▼
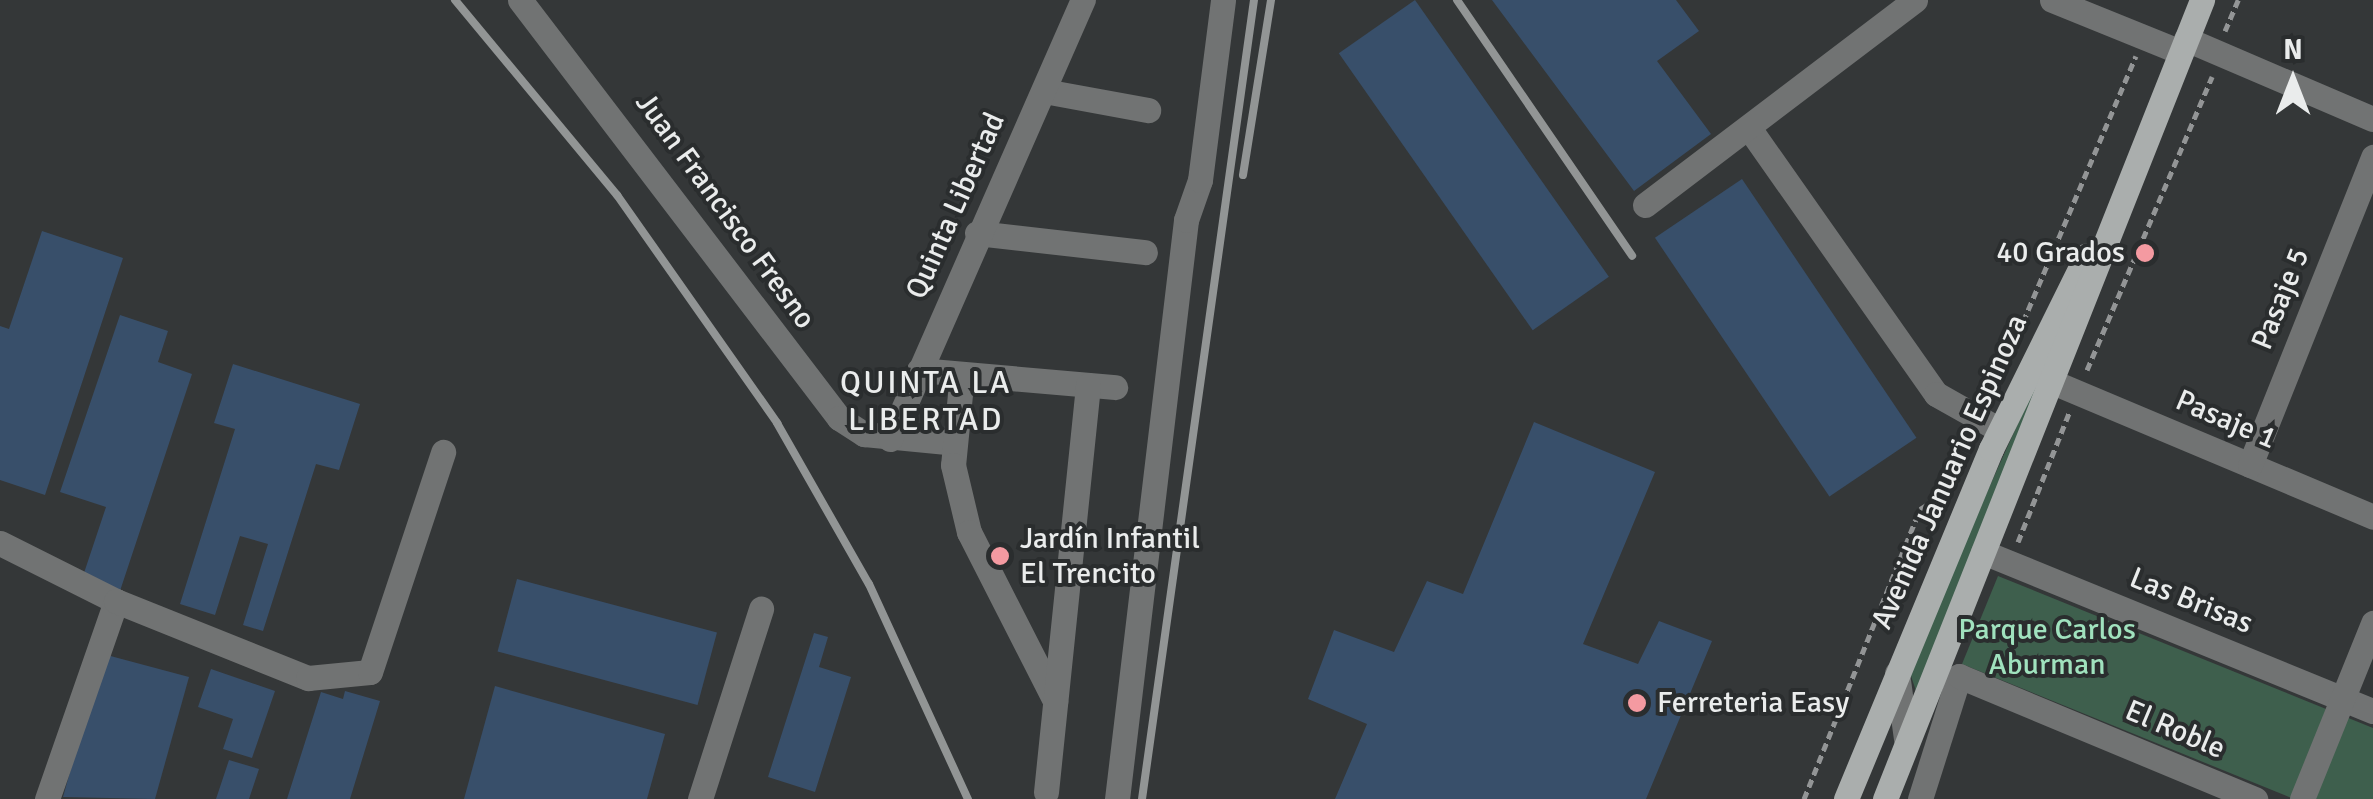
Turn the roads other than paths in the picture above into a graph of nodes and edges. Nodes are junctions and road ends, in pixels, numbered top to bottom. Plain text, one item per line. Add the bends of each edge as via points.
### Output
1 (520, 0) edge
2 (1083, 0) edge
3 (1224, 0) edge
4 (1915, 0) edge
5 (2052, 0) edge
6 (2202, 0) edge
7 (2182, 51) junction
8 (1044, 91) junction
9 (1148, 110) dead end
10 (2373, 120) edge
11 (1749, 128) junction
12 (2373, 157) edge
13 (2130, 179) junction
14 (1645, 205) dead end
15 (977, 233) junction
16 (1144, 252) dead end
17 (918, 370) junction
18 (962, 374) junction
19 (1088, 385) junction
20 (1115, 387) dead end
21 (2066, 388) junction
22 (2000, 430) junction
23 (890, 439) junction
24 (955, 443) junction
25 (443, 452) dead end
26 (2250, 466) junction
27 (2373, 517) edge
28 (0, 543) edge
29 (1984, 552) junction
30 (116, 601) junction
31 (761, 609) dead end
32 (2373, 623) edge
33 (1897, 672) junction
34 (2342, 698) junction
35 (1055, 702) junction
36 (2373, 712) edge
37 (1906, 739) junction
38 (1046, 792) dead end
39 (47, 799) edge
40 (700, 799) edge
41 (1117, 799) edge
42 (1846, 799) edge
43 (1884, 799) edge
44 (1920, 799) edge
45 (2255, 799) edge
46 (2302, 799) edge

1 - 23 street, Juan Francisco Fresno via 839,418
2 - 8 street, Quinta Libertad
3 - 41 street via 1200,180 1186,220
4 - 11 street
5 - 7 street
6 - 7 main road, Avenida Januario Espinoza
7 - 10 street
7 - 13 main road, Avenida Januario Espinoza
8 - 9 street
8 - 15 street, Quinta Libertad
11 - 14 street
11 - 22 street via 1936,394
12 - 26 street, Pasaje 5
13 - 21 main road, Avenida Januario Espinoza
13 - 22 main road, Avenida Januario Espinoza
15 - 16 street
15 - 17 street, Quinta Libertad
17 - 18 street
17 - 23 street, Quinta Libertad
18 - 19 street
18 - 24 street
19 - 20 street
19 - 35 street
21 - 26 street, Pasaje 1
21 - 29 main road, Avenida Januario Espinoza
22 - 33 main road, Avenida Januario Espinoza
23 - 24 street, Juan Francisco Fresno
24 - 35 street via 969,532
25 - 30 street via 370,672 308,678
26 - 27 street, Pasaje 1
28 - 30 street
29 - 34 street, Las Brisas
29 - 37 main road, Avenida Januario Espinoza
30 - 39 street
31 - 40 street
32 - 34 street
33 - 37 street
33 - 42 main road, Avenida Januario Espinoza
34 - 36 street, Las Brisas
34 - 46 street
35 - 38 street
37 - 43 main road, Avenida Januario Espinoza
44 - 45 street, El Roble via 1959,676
▲
• **Exercise brief**
For the word "Pasaje", find all matching lines in the entries above and copy them out.

• **Answer for the task**
12 - 26 street, Pasaje 5
21 - 26 street, Pasaje 1
26 - 27 street, Pasaje 1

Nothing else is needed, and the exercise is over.